Profissional de saúde lê sinais vitais de um paciente com covid-19, em quarentena dentro de hotel, em Caracas, 18 de agosto de 2020. (Matias Delacroix/Bloomberg)
Bloomberg
Publicado em 25 de agosto de 2020 às 15h40.
Última atualização em 25 de agosto de 2020 às 16h34.
O taxista Juan, 53 anos, testou positivo para covid-19 no mês passado. A médica dele queria poupá-lo do inferno da quarentena obrigatória em abrigos, então ela o mandou para casa. Agentes governamentais descobriram onde ele estava e o levaram para um local em uma favela no oeste de Caracas.
“Passei três dias dormindo sentado em uma cadeira de alumínio”, lembrou o taxista, que pediu que seu sobrenome não fosse publicado. “Nos alimentaram com arroz frio, lentilhas e arepas. O lugar era controlado por milícias armadas e médicos cubanos.” Ele então foi transferido para um estádio no sul da cidade, onde permanece há duas semanas.
A Venezuela registrou poucos casos nos primeiros meses da pandemia, mas agora enfrenta a disparada das infecções e adotou a abordagem chinesa de isolamento forçado, além de outras medidas impositivas.
Com o sistema de saúde sucateado, pouquíssimos testes disponíveis e um setor público disfuncional, os pacientes estão aterrorizados. Eles contam que ficam amontoados durante semanas em galpões imundos onde recebem pouca comida, falta água e seu risco de saúde aumenta.
Junto com a prisão de médicos dissidentes e a humilhação pública de quem viola regras, existe uma sensação de desastre iminente.
Pacientes e seus médicos evitam fazer testes para escapar dos centros de quarentena administrados pelo governo, agravando os riscos e distorcendo os dados.
“Isso funcionou na China, que tem um sistema público de saúde muito mais robusto”, disse Maria Graciela Lopez, presidente da Sociedade de Infectologia do país sul-americano. “A Venezuela já tinha grande falta de profissionais de saúde. As pessoas estão com medo. Agora os pacientes chegam precisando de cuidado intensivo imediato porque ficaram em casa doentes até não aguentarem mais. “
Vários países, incluindo Vietnã, Malásia e Nova Zelândia, conseguiram conter o avanço nos casos aplicando a quarentena obrigatória.

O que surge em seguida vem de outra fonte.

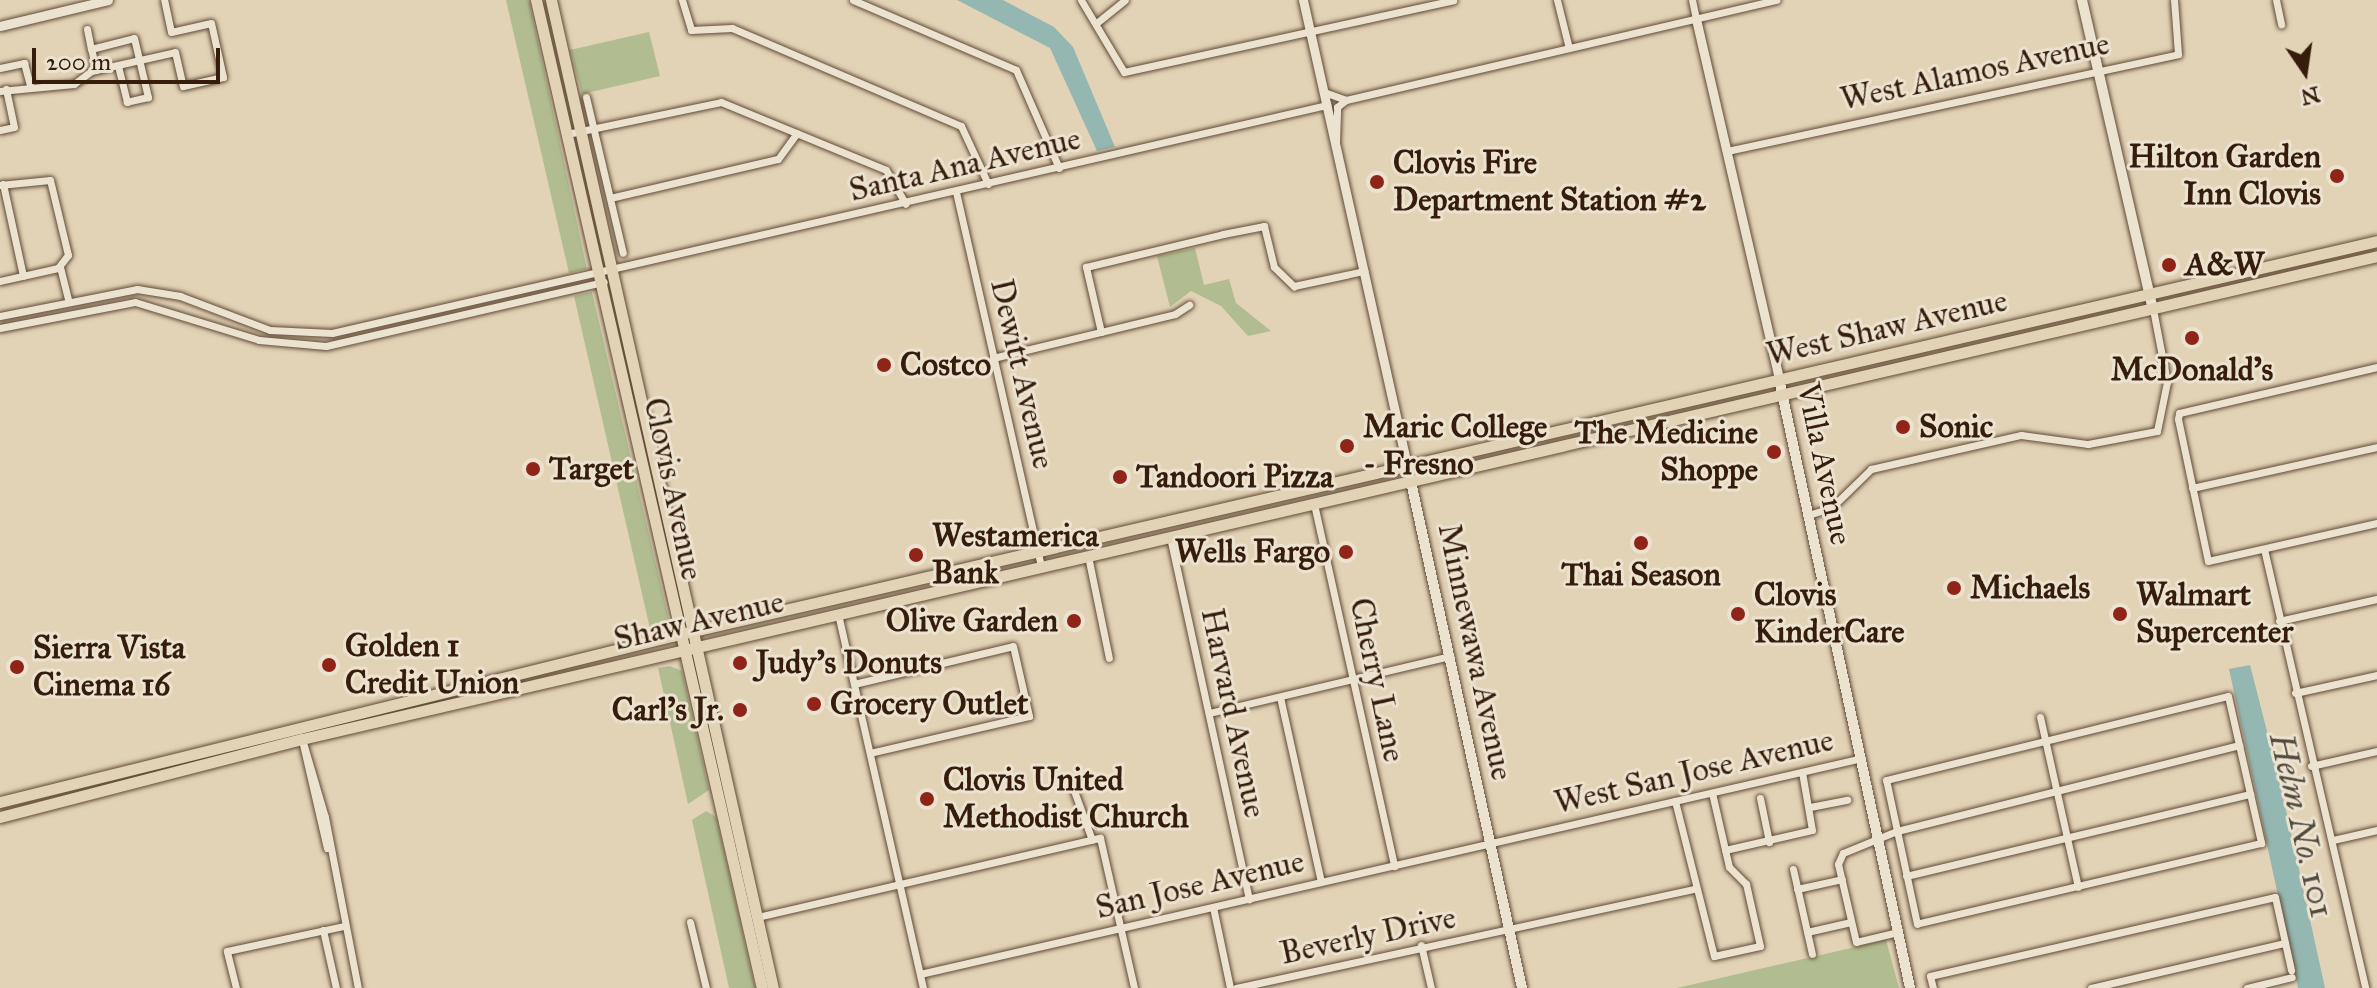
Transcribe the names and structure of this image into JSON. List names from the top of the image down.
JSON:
{
  "streets": {
    "main road": [
      "West Shaw Avenue",
      "Villa Avenue",
      "Clovis Avenue",
      "Shaw Avenue",
      "Minnewawa Avenue"
    ],
    "street": [
      "West Alamos Avenue",
      "Santa Ana Avenue",
      "Dewitt Avenue",
      "Cherry Lane",
      "Harvard Avenue",
      "West San Jose Avenue",
      "San Jose Avenue",
      "Beverly Drive"
    ]
  },
  "crossings": [
    ["West Alamos Avenue", "Villa Avenue"],
    ["Santa Ana Avenue", "Dewitt Avenue"],
    ["Santa Ana Avenue", "Clovis Avenue"],
    ["Santa Ana Avenue", "Minnewawa Avenue"],
    ["West Shaw Avenue", "Villa Avenue"],
    ["West Shaw Avenue", "Shaw Avenue"],
    ["West Shaw Avenue", "Minnewawa Avenue"],
    ["Dewitt Avenue", "Shaw Avenue"],
    ["Villa Avenue", "West San Jose Avenue"],
    ["Clovis Avenue", "Shaw Avenue"],
    ["Shaw Avenue", "Minnewawa Avenue"],
    ["Shaw Avenue", "Cherry Lane"],
    ["Shaw Avenue", "Harvard Avenue"],
    ["Minnewawa Avenue", "West San Jose Avenue"],
    ["Minnewawa Avenue", "San Jose Avenue"],
    ["Minnewawa Avenue", "Beverly Drive"],
    ["Cherry Lane", "San Jose Avenue"],
    ["Harvard Avenue", "San Jose Avenue"],
    ["West San Jose Avenue", "San Jose Avenue"]
  ],
  "water": ["Helm No. 101"],
  "places": [
    "Hilton Garden Inn Clovis",
    "Clovis Fire Department Station #2",
    "A&W",
    "McDonald's",
    "Costco",
    "Sonic",
    "Maric College - Fresno",
    "The Medicine Shoppe",
    "Target",
    "Tandoori Pizza",
    "Thai Season",
    "Wells Fargo",
    "Westamerica Bank",
    "Michaels",
    "Clovis KinderCare",
    "Walmart Supercenter",
    "Olive Garden",
    "Judy's Donuts",
    "Golden 1 Credit Union",
    "Sierra Vista Cinema 16",
    "Grocery Outlet",
    "Carl's Jr.",
    "Clovis United Methodist Church"
  ],
  "scale_bar": "200 m",
  "north": "bottom"
}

O engenheiro elétrico Luís, 39 anos, passou semanas em quarentena forçada com quase 30 pessoas dentro de uma sala de aula em San Cristóbal, no oeste da Venezuela, após testar positivo quando passou pela fronteira com a Colômbia. Ele passou 45 dias caminhando para seu país natal após perder o emprego no Peru.
“Dormimos em colchões velhos e tão gastos que é quase como deitar no chão”, disse Luís em telefonemas e mensagens de texto. As arepas (pães de milho recheados típicos da culinária local) são tão pequenas que são chamadas de “botões”, disse ele. “Hoje dei a minha para uma criança”, contou. “Elas estão sempre com fome.”
O presidente Nicolás Maduro, que enfrenta punitivas sanções dos EUA, fez questão de anunciar que seu país está seguindo o modelo da aliada China.
“A Venezuela prestou atenção em cada passo e aprendeu grandes lições com a China”, disse Maduro em abril após um telefonema com o presidente chinês Xi Jinping. A nação asiática “inspirou nossas decisões sobre como enfrentar esta pandemia”.
Um grupo de médicos chineses esteve na Venezuela 10 dias antes para oferecer orientações. A Venezuela rapidamente converteu escolas primárias, academias públicas, bibliotecas, delegacias de polícia, motéis e estádios em centros de quarentena.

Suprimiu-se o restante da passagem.